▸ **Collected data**
━━━━━━━━━━━━━━━━

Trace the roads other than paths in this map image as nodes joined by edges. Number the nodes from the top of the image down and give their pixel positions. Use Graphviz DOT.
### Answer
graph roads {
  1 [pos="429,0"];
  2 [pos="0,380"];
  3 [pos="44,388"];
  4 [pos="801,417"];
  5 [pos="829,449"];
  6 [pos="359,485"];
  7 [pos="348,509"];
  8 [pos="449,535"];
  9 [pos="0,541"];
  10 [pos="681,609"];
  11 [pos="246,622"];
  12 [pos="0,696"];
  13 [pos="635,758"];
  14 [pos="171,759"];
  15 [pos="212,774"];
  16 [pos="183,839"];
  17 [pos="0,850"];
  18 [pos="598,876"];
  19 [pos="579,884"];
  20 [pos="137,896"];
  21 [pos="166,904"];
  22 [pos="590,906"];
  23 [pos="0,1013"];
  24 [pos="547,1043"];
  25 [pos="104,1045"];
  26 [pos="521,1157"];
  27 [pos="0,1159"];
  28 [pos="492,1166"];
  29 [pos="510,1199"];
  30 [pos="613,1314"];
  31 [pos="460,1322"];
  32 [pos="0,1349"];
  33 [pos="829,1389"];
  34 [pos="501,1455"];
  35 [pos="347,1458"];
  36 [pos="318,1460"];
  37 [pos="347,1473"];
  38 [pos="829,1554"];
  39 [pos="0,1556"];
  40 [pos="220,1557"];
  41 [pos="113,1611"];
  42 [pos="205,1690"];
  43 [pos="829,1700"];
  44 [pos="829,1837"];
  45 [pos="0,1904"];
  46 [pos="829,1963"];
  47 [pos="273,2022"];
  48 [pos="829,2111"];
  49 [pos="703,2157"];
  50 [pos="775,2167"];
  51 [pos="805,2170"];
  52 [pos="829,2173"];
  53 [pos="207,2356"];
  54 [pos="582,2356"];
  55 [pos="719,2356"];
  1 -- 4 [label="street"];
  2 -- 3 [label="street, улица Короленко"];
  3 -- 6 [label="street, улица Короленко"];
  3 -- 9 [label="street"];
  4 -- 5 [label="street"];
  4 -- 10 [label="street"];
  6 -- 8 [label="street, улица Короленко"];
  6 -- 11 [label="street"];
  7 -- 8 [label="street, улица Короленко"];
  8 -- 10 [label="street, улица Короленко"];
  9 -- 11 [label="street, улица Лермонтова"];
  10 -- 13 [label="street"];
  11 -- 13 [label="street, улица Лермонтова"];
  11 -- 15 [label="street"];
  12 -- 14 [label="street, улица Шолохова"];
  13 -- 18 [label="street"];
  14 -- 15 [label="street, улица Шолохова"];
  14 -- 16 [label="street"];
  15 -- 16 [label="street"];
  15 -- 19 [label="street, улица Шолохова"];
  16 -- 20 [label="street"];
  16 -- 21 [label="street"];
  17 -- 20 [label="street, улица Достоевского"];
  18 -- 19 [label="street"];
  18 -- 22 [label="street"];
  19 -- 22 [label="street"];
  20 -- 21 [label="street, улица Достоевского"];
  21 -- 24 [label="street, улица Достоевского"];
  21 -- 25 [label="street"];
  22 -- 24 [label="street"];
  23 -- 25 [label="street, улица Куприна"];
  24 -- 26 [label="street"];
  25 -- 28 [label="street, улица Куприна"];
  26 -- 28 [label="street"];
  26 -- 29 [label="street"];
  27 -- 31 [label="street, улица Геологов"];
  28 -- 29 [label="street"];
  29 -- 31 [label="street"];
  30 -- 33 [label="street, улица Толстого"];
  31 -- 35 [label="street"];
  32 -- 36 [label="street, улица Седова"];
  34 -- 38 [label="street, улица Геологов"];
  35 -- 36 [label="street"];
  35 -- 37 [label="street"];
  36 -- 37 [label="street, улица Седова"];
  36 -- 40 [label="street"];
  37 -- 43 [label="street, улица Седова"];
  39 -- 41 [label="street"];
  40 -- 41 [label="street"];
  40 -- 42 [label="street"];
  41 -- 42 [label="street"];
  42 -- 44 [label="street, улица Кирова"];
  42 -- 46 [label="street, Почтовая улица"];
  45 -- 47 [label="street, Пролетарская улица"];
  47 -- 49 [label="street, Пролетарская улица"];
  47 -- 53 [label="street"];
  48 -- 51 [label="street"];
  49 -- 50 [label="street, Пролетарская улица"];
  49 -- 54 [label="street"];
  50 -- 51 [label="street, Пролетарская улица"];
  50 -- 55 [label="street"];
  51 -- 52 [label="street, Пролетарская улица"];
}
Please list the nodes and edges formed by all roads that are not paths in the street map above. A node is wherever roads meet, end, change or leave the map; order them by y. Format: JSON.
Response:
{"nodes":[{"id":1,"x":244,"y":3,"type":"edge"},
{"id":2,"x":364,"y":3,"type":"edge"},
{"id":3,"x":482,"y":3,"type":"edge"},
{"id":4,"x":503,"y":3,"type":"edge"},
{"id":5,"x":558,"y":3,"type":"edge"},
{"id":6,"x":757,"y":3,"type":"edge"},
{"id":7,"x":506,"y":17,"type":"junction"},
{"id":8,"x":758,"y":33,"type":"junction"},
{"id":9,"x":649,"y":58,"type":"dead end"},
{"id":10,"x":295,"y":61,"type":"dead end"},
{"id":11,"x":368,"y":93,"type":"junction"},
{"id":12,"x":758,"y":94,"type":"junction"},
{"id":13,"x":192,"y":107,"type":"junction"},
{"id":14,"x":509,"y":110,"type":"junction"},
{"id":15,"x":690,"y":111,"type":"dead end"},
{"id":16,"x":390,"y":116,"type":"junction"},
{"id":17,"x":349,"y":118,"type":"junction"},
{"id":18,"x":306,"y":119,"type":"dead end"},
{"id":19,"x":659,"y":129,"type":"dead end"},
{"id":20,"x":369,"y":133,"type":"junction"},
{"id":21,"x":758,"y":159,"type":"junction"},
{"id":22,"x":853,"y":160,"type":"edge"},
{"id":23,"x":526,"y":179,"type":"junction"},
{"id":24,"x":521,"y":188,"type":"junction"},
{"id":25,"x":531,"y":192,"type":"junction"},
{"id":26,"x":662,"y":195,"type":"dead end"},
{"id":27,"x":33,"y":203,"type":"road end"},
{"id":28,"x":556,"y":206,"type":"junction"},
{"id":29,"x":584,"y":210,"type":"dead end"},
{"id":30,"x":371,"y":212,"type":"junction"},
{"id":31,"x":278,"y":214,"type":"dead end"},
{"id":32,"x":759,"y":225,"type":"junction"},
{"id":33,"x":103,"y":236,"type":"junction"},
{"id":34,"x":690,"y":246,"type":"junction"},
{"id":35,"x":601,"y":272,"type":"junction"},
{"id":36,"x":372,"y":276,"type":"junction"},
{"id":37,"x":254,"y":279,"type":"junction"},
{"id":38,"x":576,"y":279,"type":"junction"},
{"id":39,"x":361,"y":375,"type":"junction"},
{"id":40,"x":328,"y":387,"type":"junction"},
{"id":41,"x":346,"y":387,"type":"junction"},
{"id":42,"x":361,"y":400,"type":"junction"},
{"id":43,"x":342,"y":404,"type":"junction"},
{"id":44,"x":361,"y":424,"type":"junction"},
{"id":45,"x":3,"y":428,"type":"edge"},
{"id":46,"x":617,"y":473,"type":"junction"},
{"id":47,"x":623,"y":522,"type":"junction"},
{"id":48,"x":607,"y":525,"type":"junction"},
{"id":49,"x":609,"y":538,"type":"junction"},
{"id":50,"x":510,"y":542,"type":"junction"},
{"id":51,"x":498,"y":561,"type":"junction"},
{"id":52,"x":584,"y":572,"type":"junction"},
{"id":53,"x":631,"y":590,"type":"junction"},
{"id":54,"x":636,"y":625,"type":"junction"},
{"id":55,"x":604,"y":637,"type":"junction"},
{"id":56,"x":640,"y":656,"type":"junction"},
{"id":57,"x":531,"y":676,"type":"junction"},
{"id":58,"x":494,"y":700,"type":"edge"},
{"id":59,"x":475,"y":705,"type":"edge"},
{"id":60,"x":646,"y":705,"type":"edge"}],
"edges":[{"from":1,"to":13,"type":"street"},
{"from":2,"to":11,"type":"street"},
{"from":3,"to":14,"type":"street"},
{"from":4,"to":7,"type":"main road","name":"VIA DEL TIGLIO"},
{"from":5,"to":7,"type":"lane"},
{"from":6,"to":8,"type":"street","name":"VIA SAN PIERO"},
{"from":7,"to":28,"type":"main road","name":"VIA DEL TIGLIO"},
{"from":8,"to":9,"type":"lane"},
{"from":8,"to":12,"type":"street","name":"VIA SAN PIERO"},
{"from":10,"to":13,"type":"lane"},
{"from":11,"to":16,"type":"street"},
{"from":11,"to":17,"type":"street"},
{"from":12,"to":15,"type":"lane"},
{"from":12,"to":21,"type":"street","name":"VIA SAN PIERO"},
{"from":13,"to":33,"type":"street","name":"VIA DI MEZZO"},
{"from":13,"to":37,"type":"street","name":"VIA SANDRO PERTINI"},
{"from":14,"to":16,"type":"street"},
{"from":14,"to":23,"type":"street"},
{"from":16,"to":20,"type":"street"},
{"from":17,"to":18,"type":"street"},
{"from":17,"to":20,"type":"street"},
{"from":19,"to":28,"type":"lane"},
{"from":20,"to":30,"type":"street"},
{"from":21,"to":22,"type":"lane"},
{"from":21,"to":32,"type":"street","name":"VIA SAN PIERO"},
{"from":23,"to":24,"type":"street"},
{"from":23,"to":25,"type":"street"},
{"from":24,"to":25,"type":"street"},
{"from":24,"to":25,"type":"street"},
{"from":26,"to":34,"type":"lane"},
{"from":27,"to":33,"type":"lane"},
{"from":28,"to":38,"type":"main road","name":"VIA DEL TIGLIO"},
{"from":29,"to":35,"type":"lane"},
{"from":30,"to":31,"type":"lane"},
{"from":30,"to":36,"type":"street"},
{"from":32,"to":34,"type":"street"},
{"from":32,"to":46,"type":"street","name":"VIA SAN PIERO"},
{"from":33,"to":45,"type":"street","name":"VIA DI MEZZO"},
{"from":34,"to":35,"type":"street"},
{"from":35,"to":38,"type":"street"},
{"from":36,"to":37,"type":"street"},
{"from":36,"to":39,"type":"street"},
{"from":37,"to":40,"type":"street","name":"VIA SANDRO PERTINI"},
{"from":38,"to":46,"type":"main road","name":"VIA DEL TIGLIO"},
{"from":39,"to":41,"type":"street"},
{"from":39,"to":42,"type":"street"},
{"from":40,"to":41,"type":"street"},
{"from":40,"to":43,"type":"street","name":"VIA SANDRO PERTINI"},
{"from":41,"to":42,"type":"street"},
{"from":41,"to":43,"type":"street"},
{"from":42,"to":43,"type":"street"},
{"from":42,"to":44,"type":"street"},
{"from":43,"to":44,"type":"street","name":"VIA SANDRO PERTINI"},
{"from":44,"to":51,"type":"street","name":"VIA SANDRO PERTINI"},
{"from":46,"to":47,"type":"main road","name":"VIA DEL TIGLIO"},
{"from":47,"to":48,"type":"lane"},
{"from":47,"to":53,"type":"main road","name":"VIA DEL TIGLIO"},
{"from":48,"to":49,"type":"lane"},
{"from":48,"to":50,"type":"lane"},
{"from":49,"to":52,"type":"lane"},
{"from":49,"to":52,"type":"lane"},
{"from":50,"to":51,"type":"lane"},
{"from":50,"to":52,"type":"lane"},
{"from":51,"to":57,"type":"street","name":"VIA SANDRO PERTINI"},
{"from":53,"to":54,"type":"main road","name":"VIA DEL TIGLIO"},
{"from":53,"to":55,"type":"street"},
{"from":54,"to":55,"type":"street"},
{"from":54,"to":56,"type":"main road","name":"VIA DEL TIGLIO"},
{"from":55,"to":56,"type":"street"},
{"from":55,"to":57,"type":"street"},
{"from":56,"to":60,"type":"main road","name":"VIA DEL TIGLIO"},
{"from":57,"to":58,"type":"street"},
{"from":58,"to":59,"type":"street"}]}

━━━━━━━━━━━━━━━━

How many lines of the data include the word "SANDRO"? Reply with the number and nothing else.

6